#### [Assignment]
Repeat exactly, and only, the lines of the entries below from the one with "Digitize the connectivity of all roads and" through the one with "list. Give via points where an edge curves.", both ends included.

#### [Task inputs]
►

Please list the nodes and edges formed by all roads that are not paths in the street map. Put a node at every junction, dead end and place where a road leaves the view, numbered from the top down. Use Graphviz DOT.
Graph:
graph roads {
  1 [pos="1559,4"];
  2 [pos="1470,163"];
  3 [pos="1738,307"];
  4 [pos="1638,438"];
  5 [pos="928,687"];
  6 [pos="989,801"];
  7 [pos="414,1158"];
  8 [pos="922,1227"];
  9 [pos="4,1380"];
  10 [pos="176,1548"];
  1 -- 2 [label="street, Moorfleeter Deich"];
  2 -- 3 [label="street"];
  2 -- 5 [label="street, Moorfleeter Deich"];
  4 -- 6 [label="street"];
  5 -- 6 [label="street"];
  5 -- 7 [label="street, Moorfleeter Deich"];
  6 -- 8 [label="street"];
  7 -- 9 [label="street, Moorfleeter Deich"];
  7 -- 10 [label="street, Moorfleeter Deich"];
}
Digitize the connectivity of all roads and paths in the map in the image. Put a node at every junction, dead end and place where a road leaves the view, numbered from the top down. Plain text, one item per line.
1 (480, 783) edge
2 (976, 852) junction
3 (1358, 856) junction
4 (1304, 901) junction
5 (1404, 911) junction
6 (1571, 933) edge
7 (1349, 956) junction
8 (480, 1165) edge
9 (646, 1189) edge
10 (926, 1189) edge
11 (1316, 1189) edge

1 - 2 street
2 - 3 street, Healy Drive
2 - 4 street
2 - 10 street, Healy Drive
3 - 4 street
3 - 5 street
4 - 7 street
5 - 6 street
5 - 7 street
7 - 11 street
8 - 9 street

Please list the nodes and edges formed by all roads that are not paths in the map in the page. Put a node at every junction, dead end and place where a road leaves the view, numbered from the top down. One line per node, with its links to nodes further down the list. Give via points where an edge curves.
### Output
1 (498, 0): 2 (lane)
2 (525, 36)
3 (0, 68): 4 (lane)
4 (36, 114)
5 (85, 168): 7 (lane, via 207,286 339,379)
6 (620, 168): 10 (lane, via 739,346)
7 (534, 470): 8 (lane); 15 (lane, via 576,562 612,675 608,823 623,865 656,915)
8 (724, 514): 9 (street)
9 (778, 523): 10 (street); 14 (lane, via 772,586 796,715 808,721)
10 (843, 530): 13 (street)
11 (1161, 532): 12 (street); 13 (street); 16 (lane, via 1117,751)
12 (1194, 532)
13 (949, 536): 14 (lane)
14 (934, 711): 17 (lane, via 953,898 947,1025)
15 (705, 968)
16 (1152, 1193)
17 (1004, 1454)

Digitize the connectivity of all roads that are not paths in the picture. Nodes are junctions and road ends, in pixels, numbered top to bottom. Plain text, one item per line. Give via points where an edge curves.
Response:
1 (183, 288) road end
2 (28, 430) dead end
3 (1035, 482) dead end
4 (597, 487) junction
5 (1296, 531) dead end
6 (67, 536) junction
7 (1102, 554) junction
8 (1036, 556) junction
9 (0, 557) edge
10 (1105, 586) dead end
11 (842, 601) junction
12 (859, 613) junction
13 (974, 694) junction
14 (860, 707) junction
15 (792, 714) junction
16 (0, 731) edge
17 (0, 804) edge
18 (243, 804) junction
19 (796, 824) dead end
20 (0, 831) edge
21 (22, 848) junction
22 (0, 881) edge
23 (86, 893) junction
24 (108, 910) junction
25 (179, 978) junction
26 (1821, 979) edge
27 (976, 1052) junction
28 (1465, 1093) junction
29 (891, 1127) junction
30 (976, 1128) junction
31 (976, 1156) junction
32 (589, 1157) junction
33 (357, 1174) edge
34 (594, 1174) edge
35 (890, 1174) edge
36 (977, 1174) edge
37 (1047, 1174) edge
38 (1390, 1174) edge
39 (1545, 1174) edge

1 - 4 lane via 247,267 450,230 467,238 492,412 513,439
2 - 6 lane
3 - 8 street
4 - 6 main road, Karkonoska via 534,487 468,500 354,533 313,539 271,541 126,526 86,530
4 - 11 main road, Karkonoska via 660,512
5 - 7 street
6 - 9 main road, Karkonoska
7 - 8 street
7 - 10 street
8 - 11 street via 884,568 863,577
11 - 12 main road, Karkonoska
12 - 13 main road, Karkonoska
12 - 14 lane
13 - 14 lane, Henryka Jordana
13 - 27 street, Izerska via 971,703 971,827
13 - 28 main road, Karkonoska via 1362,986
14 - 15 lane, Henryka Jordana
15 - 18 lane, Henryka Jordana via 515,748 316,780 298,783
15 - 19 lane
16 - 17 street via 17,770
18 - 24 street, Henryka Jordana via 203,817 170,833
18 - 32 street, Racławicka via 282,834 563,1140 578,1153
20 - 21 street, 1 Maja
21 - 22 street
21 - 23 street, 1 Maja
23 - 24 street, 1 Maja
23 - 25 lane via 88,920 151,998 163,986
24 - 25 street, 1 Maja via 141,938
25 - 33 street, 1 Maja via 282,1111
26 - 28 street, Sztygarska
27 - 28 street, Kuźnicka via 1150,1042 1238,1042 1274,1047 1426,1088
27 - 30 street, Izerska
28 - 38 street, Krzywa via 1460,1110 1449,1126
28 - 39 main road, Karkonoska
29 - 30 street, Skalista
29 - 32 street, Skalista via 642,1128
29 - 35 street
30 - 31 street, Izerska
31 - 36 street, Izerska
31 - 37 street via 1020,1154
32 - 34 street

◄

#### [Solved exercise]
Digitize the connectivity of all roads and paths in the map in the image. Put a node at every junction, dead end and place where a road leaves the view, numbered from the top down. Plain text, one item per line.
1 (480, 783) edge
2 (976, 852) junction
3 (1358, 856) junction
4 (1304, 901) junction
5 (1404, 911) junction
6 (1571, 933) edge
7 (1349, 956) junction
8 (480, 1165) edge
9 (646, 1189) edge
10 (926, 1189) edge
11 (1316, 1189) edge

1 - 2 street
2 - 3 street, Healy Drive
2 - 4 street
2 - 10 street, Healy Drive
3 - 4 street
3 - 5 street
4 - 7 street
5 - 6 street
5 - 7 street
7 - 11 street
8 - 9 street

Please list the nodes and edges formed by all roads that are not paths in the map in the page. Put a node at every junction, dead end and place where a road leaves the view, numbered from the top down. One line per node, with its links to nodes further down the list. Give via points where an edge curves.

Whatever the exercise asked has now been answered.